# CFG: Using rules to check grammar

The previous notebook demonstrated that a CFG can be used to generate sentences. CFG can also be used to check if an input sentence is grammatical. There are several algorithms such as CYK that can do this check. In this notebook we go through a few rounds of applying CFG grammar manually until we arrive at S.

Using the same rules as before: 

In [1]:
rules = {'S' : [['NP', 'VP']],
         'NP': [['DT', 'NN'], ['DT', 'JJ', 'NN']],
         'VP': [['VB'], ['VB', 'PP']],
         'PP': [['P', 'DT', 'NN']],
         'JJ' : ['happy', 'sad', 'silly'],
         'DT': ['a', 'the'],
         'NN': ['cat', 'dog', 'clown'],
         'VB': ['plays', 'runs'],
         'P' : ['with', 'near', 'beside']
        }

## Create a reversed dictionary so that items on rhs can be clasified quickly

In [2]:
# create a dictionary item:class

class_dict = {}
for rule in rules.keys():
    if isinstance(rules[rule][0], str): # terminals
        for token in rules[rule]:
            class_dict[token] = rule
    else:  # non-terminals
        for lst in rules[rule]:
            pattern = ' '.join(lst)
            class_dict[pattern] = rule
class_dict

{'NP VP': 'S',
 'DT NN': 'NP',
 'DT JJ NN': 'NP',
 'VB': 'VP',
 'VB PP': 'VP',
 'P DT NN': 'PP',
 'happy': 'JJ',
 'sad': 'JJ',
 'silly': 'JJ',
 'a': 'DT',
 'the': 'DT',
 'cat': 'NN',
 'dog': 'NN',
 'clown': 'NN',
 'plays': 'VB',
 'runs': 'VB',
 'with': 'P',
 'near': 'P',
 'beside': 'P'}

In [3]:
# round 1: for each input token, assign one or more POS
# in this example, there will be only one but in another set,
#   a word like 'senses' could be a noun or verb
    
sentence = 'the happy cat plays'
tokens = sentence.split()
patterns = [[class_dict[t]] for t in tokens]
patterns

[['DT'], ['JJ'], ['NN'], ['VB']]

In [4]:
# round 2: for each pattern, find any lhs rule that could have generated it
# now the tokens are taken 2 at a time
# in this example we only have one pos so the code is straightforward
indices = [[i, i+1] for i in range(0, len(tokens)-1)]
word_strings = [tokens[i]+' '+tokens[j] for i,j in indices]
search_patterns = [[patterns[i][0]+' '+patterns[j][0]] for i,j in indices]
print('words and patterns:', word_strings, search_patterns)

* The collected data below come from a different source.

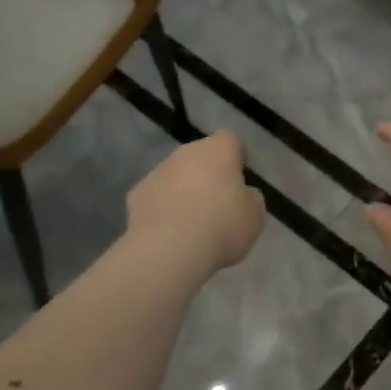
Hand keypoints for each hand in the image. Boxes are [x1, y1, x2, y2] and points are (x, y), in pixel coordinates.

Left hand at [127, 130, 265, 273]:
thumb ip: (249, 197)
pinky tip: (169, 231)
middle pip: (200, 156)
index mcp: (218, 150)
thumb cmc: (222, 226)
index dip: (236, 156)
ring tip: (192, 223)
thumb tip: (241, 194)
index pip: (230, 139)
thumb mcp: (254, 215)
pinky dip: (163, 208)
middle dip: (208, 173)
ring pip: (176, 175)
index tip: (241, 177)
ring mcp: (157, 172)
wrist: (169, 250)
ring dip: (184, 190)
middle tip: (218, 203)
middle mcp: (185, 153)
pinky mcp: (136, 194)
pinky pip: (156, 196)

words and patterns: ['the happy', 'happy cat', 'cat plays'] [['DT JJ'], ['JJ NN'], ['NN VB']]


In [5]:
# search patterns for dictionary matches and replace when match is found, else X
new_patterns = []
for i, patt in enumerate(search_patterns):
    new_patt = []  # assume no match
    for p in patt:
        if p in class_dict:
            new_patt.append(class_dict[p])
    new_patterns.append(new_patt)
new_patterns

[[], [], []]

In [6]:
# round 3: none of the lenth-2 patterns match, try length 3
# since none of the patterns in round 2 matched we are just looking back at pos, only one choice
indices = [[i, i+2] for i in range(0, len(tokens)-2)]
word_strings = [tokens[i]+' '+tokens[i+1]+' '+tokens[j] for i,j in indices]
search_patterns = [[patterns[i][0]+' '+patterns[i+1][0]+' '+patterns[j][0]] for i,j in indices]
print('words and patterns:', word_strings, search_patterns)

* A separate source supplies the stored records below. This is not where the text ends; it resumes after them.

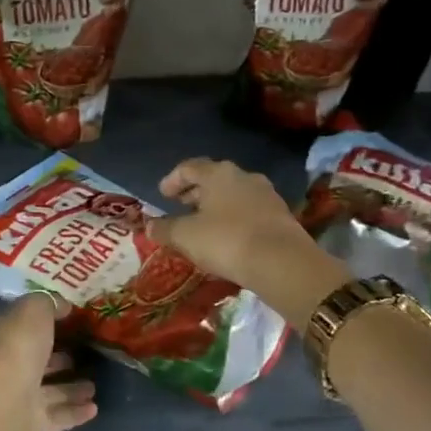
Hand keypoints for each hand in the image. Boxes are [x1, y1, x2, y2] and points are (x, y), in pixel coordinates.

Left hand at [0, 293, 97, 430]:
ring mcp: (8, 399)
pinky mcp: (23, 426)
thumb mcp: (32, 310)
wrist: (0, 402)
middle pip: (30, 360)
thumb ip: (47, 304)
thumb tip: (61, 305)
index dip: (37, 324)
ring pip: (43, 391)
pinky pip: (53, 416)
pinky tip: (94, 409)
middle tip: (83, 356)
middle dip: (57, 359)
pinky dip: (72, 412)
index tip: (65, 323)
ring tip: (94, 386)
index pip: (12, 325)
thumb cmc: (13, 346)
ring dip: (69, 389)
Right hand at [147, 158, 305, 287]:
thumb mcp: (185, 236)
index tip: (162, 195)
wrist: (282, 263)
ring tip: (202, 224)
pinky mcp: (281, 216)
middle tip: (180, 207)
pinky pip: (249, 211)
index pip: (189, 168)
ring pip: (233, 194)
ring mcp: (266, 195)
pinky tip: (227, 237)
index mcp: (218, 174)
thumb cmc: (226, 240)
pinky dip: (233, 218)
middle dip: (194, 193)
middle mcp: (244, 176)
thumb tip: (148, 226)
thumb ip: (164, 229)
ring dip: (215, 206)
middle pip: (213, 179)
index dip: (172, 180)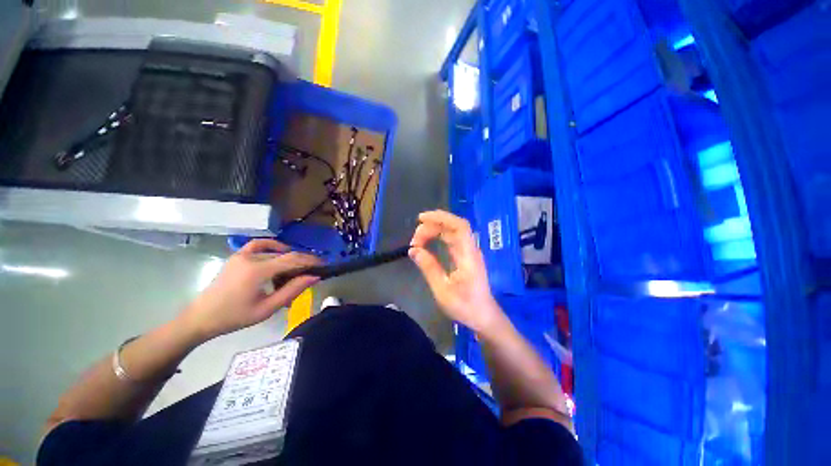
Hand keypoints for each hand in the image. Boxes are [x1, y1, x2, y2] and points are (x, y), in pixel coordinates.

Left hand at [180, 239, 321, 340]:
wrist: (201, 317)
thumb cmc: (235, 317)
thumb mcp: (267, 308)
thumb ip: (292, 290)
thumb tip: (314, 277)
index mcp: (258, 271)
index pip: (292, 259)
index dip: (310, 260)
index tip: (324, 264)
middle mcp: (251, 258)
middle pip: (285, 255)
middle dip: (302, 262)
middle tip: (311, 273)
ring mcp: (242, 255)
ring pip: (275, 251)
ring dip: (289, 257)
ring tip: (295, 270)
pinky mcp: (237, 256)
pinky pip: (258, 244)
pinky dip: (272, 246)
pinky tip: (279, 253)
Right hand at [410, 210, 502, 333]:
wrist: (483, 316)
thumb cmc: (465, 306)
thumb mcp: (442, 290)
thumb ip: (428, 268)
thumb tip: (413, 250)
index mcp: (468, 256)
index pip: (459, 226)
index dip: (442, 218)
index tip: (422, 219)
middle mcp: (470, 249)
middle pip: (453, 227)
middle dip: (432, 226)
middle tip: (414, 240)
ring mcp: (468, 252)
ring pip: (451, 232)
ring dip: (434, 231)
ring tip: (417, 240)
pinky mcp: (465, 256)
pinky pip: (451, 240)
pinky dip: (438, 237)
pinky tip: (428, 242)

words and patterns: ['the happy cat', 'happy cat plays'] [['DT JJ NN'], ['JJ NN VB']]


In [7]:
# search for maches
new_patterns = []
for i, patt in enumerate(search_patterns):
    new_patt = []  # assume no match
    for p in patt:
        if p in class_dict:
            new_patt.append(class_dict[p])
    new_patterns.append(new_patt)
new_patterns

[['NP'], []]

In [8]:
# round 4: 'the happy cat' can be replace by 'NP'
# the remainder of the sentence is 'plays' = 'VB'
search_patterns = patterns[3:]
for i, patt in enumerate(search_patterns):
    new_patt = []  # assume no match
    for p in patt:
        if p in class_dict:
            new_patt.append(class_dict[p])
    new_patterns.append(new_patt)
new_patterns

[['NP'], [], ['VP']]

### from here we can extract the pattern 'NP VP' which matches S
The sentence is established to be grammatical